### Extracted records

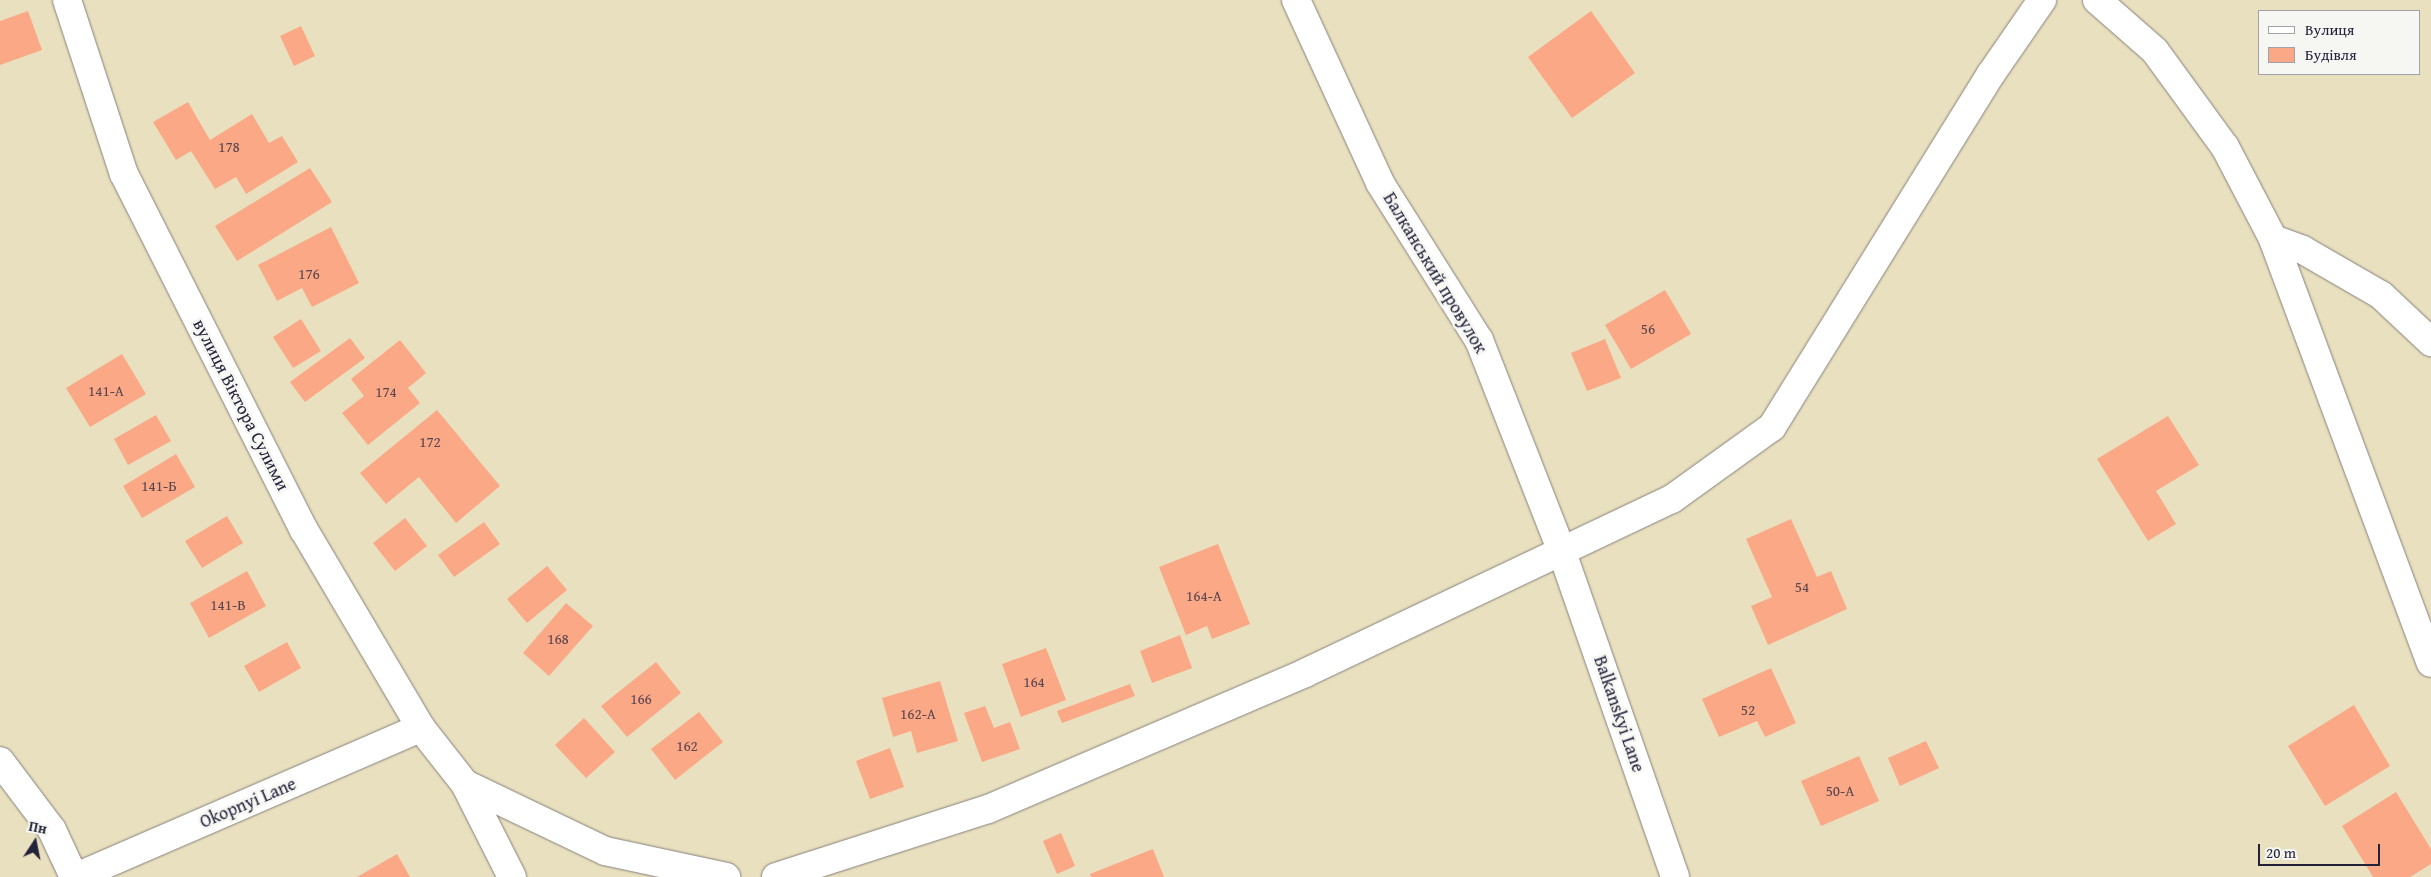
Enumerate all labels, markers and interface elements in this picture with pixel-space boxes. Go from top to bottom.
legend [2258,10,2421,75]
text: Вулиця [2305,19,2354,40]
text: Будівля [2305,44,2357,65]
house number: 178 [218,138,240,156]
street label: Балканський провулок [1378,189,1492,357]
house number: 176 [298,265,320,283]
street label: вулиця Віктора Сулими [188,316,294,494]
house number: 56 [1641,320,1655,338]
house number: 141-А [88,382,124,400]
house number: 174 [375,383,397,401]
house number: 172 [419,433,441,451]
house number: 141-Б [141,477,177,495]
house number: 54 [1795,578,1809,596]
house number: 164-А [1186,587,1222,605]
house number: 141-В [210,596,246,614]
house number: 168 [547,630,569,648]
street label: Balkanskyi Lane [1589,653,1649,775]
house number: 164 [1023,673,1045,691]
house number: 166 [630,690,652,708]
house number: 52 [1741,701,1755,719]
house number: 162-А [900,705,936,723]
house number: 162 [676,737,698,755]
street label: Okopnyi Lane [197,773,299,833]
house number: 50-А [1826,782,1854,800]
text: Пн [27,816,49,839]
north arrow [10,817,60,867]
scale bar [2261,834,2384,866]
text: 20 m [2266,842,2296,863]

######

_Action item_.
When you repeat the listing, keep it exact and leave the pictures behind.

_Answer for this exercise_.
Enumerate all labels, markers and interface elements in this picture with pixel-space boxes. Go from top to bottom.
legend [2258,10,2421,75]
text: Вулиця [2305,19,2354,40]
text: Будівля [2305,44,2357,65]
house number: 178 [218,138,240,156]
street label: Балканський провулок [1378,189,1492,357]
house number: 176 [298,265,320,283]
street label: вулиця Віктора Сулими [188,316,294,494]
house number: 56 [1641,320,1655,338]
house number: 141-А [88,382,124,400]
house number: 174 [375,383,397,401]
house number: 172 [419,433,441,451]
house number: 141-Б [141,477,177,495]
house number: 54 [1795,578,1809,596]
house number: 164-А [1186,587,1222,605]
house number: 141-В [210,596,246,614]
house number: 168 [547,630,569,648]
street label: Balkanskyi Lane [1589,653,1649,775]
house number: 164 [1023,673,1045,691]
house number: 166 [630,690,652,708]
house number: 52 [1741,701,1755,719]
house number: 162-А [900,705,936,723]
house number: 162 [676,737,698,755]
street label: Okopnyi Lane [197,773,299,833]
house number: 50-А [1826,782,1854,800]
text: Пн [27,816,49,839]
north arrow [10,817,60,867]
scale bar [2261,834,2384,866]
text: 20 m [2266,842,2296,863]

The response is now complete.